Поднявшись по широкой мраморной лестнице, Аристов посмотрел вниз, где у самого вестибюля развернулся впечатляющий спектакль галантности. Мужчины помогали дамам снимать накидки и проделывали это столь вдохновенно, как будто собирались провожать их не до партера, а до двуспальной кровати под цветастым балдахином. Дамы выглядели очаровательно — в черных платьях с открытыми плечами. Со многими из них Аристов был знаком лично.

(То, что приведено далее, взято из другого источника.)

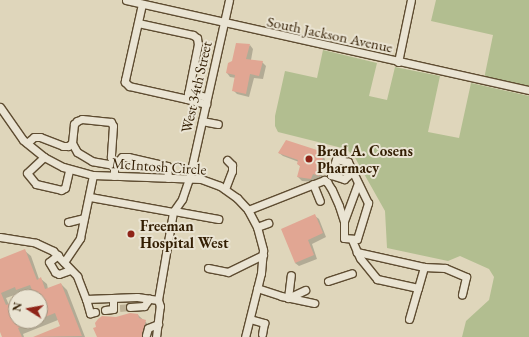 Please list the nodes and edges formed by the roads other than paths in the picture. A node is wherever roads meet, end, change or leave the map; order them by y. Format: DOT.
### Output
graph roads {
  1 [pos="126,0"];
  2 [pos="228,0"];
  3 [pos="411,0"];
  4 [pos="142,4"];
  5 [pos="138,23"];
  6 [pos="224,23"];
  7 [pos="398,62"];
  8 [pos="529,90"];
  9 [pos="187,96"];
  10 [pos="206,101"];
  11 [pos="0,107"];
  12 [pos="202,121"];
  13 [pos="218,124"];
  14 [pos="27,143"];
  15 [pos="72,143"];
  16 [pos="44,157"];
  17 [pos="227,160"];
  18 [pos="114,165"];
  19 [pos="69,170"];
  20 [pos="352,172"];
  21 [pos="93,175"];
  22 [pos="114,176"];
  23 [pos="168,178"];
  24 [pos="189,179"];
  25 [pos="358,183"];
  26 [pos="313,184"];
  27 [pos="225,189"];
  28 [pos="90,197"];
  29 [pos="320,201"];
  30 [pos="248,210"];
  31 [pos="173,212"];
  32 [pos="84,218"];
  33 [pos="218,220"];
  34 [pos="344,221"];
  35 [pos="68,222"];
  36 [pos="268,223"];
  37 [pos="257,227"];
  38 [pos="0,237"];
  39 [pos="352,240"];
  40 [pos="357,252"];
  41 [pos="58,255"];
  42 [pos="263,255"];
  43 [pos="64,262"];
  44 [pos="424,267"];
  45 [pos="208,268"];
  46 [pos="70,270"];
  47 [pos="352,273"];
  48 [pos="291,275"];
  49 [pos="328,281"];
  50 [pos="258,288"];
  51 [pos="418,288"];
  52 [pos="305,290"];
  53 [pos="462,295"];
  54 [pos="113,298"];
  55 [pos="288,298"];
  56 [pos="86,299"];
  57 [pos="149,299"];
  58 [pos="158,300"];
  59 [pos="314,303"];
  60 [pos="130,307"];
  61 [pos="105,310"];
  62 [pos="95,312"];
  63 [pos="250,319"];
  64 [pos="409,319"];
  65 [pos="158,324"];
  66 [pos="262,334"];
  67 [pos="146,335"];
  68 [pos="156,337"];
  69 [pos="245,337"];
  1 -- 4 [label="street, South Jackson Avenue"];
  2 -- 6 [label="street, West 34th Street"];
  3 -- 7 [label="street"];
  4 -- 5 [label="street"];
  4 -- 6 [label="street, South Jackson Avenue"];
  5 -- 9 [label="street"];
  5 -- 9 [label="street"];
  6 -- 7 [label="street, South Jackson Avenue"];
  6 -- 10 [label="street, West 34th Street"];
  7 -- 8 [label="street, South Jackson Avenue"];
  9 -- 10 [label="street"];
  10 -- 12 [label="street, West 34th Street"];
  11 -- 14 [label="street, McIntosh Circle"];
  12 -- 13 [label="street"];
  12 -- 24 [label="street, West 34th Street"];
  14 -- 15 [label="street"];
  14 -- 16 [label="street, McIntosh Circle"];
  15 -- 18 [label="street"];
  15 -- 18 [label="street"];
  16 -- 19 [label="street, McIntosh Circle"];
  16 -- 19 [label="street"];
  17 -- 27 [label="street"];
  18 -- 22 [label="street"];
  18 -- 23 [label="street"];
  19 -- 21 [label="street, McIntosh Circle"];
  20 -- 25 [label="street"];
  21 -- 22 [label="street, McIntosh Circle"];
  21 -- 28 [label="street"];
  22 -- 23 [label="street, McIntosh Circle"];
  23 -- 24 [label="street, McIntosh Circle"];
  24 -- 27 [label="street, McIntosh Circle"];
  24 -- 31 [label="street, West 34th Street"];
  25 -- 34 [label="street"];
  25 -- 39 [label="street"];
  26 -- 29 [label="street"];
  26 -- 30 [label="street"];
  26 -- 34 [label="street"];
  27 -- 30 [label="street, McIntosh Circle"];
  28 -- 31 [label="street"];
  28 -- 32 [label="street"];
  30 -- 37 [label="street, McIntosh Circle"];
  31 -- 33 [label="street"];
  31 -- 58 [label="street"];
  32 -- 35 [label="street"];
  32 -- 43 [label="street"];
  34 -- 39 [label="street"];
  36 -- 37 [label="street"];
  37 -- 42 [label="street, McIntosh Circle"];
  38 -- 41 [label="street"];
  39 -- 40 [label="street"];
  40 -- 44 [label="street"];
  40 -- 51 [label="street"];
  41 -- 43 [label="street"];
  41 -- 46 [label="street"];
  42 -- 45 [label="street"];
  42 -- 50 [label="street, McIntosh Circle"];
  43 -- 46 [label="street"];
  44 -- 51 [label="street"];
  44 -- 53 [label="street"];
  46 -- 56 [label="street"];
  47 -- 49 [label="street"];
  48 -- 55 [label="street"];
  50 -- 55 [label="street"];
  50 -- 63 [label="street, McIntosh Circle"];
  51 -- 64 [label="street"];
  52 -- 55 [label="street"];
  54 -- 56 [label="street"];
  54 -- 57 [label="street"];
  54 -- 61 [label="street"];
  55 -- 59 [label="street"];
  56 -- 62 [label="street"];
  57 -- 58 [label="street"];
  57 -- 60 [label="street"];
  58 -- 65 [label="street"];
  63 -- 66 [label="street"];
  63 -- 69 [label="street, McIntosh Circle"];
  65 -- 67 [label="street"];
  65 -- 68 [label="street"];
}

У перил седовласый породистый мужчина лет шестидесяти пяти поддерживал под голый локоток барышню ангельской наружности. От силы ей двадцать годков, ну никак не более! Мягкий голос и аристократические манеры выдавали в ней выпускницу института благородных девиц. Но Аристову было известно, что это не так. Барышню он знал под кличкой Сипуха. Ей двадцать пять лет, и она обыкновенное дитя Хитровки. Правда, из талантливых. Ее основная специализация — богатые купцы, у которых она проживает на содержании. Благодаря своей впечатляющей внешности и отточенным, почти аристократическим манерам она сумела сколотить немалое состояние, а в обществе появлялась при нарядах и украшениях, которые оценивались в полмиллиона рублей. Подобный капиталец был выстрадан: четырежды ее избивали купеческие жены; дважды из-за ее прелестей стрелялись разоренные купцы; трижды она разбивала семьи, и ни разу на нее не было заведено уголовного дела. Все ограничивалось воспитательной беседой, после которой, недовольно фыркнув, барышня покидала полицейский участок с изяществом крупной рыбы, разорвавшей крупный невод.